Many local Liberians experience anti-immigrant bias, violence, racism, poverty, and deportations. There are high rates of gender violence and sexual assault. People's current circumstances stem in large part from the legacies of war, loss, exile and trauma. These issues are the subjects of these women's concerns, and their art-making.
The program on March 5th provides a chance to learn about the history and context of their music-making, to enjoy their performances of recent compositions, and to discuss the issues facing the Liberian community and all of us.
Fatu Gayflor was recording an album in the Ivory Coast when war in her homeland of Liberia kept her from returning to her family. In the early 1990s, in exile, Gayflor traveled with the United Nations to refugee camps throughout West Africa, performing as a way of instilling hope in the Liberian refugee population.
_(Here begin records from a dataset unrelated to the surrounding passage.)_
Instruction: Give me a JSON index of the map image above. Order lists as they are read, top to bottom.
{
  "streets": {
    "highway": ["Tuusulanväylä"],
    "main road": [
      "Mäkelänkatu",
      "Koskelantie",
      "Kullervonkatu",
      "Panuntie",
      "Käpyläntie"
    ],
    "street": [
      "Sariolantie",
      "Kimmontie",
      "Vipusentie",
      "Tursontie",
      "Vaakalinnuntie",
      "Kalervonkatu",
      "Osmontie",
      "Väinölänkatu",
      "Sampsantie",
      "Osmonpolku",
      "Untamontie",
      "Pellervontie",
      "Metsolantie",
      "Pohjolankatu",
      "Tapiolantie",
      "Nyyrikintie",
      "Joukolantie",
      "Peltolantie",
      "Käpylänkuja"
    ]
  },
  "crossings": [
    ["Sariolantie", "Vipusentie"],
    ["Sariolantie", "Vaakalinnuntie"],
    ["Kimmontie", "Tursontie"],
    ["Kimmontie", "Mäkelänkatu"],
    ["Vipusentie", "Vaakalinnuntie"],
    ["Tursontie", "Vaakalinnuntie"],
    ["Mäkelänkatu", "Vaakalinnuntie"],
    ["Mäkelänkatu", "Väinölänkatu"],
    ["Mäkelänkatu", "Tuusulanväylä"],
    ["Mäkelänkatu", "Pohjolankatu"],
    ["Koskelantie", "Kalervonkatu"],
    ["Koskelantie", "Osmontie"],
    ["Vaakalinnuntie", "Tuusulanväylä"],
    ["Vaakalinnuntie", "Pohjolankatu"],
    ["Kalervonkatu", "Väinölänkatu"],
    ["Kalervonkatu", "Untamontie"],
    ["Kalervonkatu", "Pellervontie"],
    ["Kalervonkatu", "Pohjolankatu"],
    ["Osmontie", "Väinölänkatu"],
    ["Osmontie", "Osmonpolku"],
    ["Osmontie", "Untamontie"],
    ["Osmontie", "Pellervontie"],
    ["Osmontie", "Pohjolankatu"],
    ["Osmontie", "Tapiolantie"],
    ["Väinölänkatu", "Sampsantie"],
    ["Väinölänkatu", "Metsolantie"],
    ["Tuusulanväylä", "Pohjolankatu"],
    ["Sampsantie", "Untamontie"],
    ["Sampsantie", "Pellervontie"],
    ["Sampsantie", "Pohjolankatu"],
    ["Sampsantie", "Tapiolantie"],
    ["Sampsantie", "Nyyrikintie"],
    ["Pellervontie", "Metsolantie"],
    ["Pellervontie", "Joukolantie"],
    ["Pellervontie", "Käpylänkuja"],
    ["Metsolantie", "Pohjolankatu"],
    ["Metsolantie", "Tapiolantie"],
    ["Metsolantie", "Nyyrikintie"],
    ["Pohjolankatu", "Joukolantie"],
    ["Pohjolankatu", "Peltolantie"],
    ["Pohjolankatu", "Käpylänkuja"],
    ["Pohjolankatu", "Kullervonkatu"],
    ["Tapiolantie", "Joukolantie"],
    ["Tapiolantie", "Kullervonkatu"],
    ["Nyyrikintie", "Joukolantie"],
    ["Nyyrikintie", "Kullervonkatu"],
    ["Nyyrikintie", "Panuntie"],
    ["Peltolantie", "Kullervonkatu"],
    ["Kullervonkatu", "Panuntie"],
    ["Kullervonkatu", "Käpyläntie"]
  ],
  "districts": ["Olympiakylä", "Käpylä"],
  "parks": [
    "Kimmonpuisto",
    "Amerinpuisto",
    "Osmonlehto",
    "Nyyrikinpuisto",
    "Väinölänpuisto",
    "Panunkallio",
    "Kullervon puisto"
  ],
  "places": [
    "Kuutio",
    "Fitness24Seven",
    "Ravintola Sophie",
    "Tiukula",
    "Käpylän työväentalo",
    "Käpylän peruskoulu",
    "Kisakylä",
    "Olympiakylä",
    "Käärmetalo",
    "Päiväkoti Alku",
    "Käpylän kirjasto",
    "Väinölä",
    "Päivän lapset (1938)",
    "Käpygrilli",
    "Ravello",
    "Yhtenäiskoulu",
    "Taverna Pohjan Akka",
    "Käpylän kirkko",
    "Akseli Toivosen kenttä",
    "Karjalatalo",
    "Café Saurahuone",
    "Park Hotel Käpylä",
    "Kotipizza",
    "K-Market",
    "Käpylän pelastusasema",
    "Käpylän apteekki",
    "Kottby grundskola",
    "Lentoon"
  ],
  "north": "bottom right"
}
The World Food Program took Fatu to Milan, Italy, in 1996 to perform with artists from across Africa to publicize the continent's vast hunger crisis. Since moving to the U.S., she continues to compose and perform. Gayflor participated in a 2012 training on peace-building through the arts run by Brandeis University, and was honored that same year with a Leeway Foundation Transformation Award for her decades of art and social change work.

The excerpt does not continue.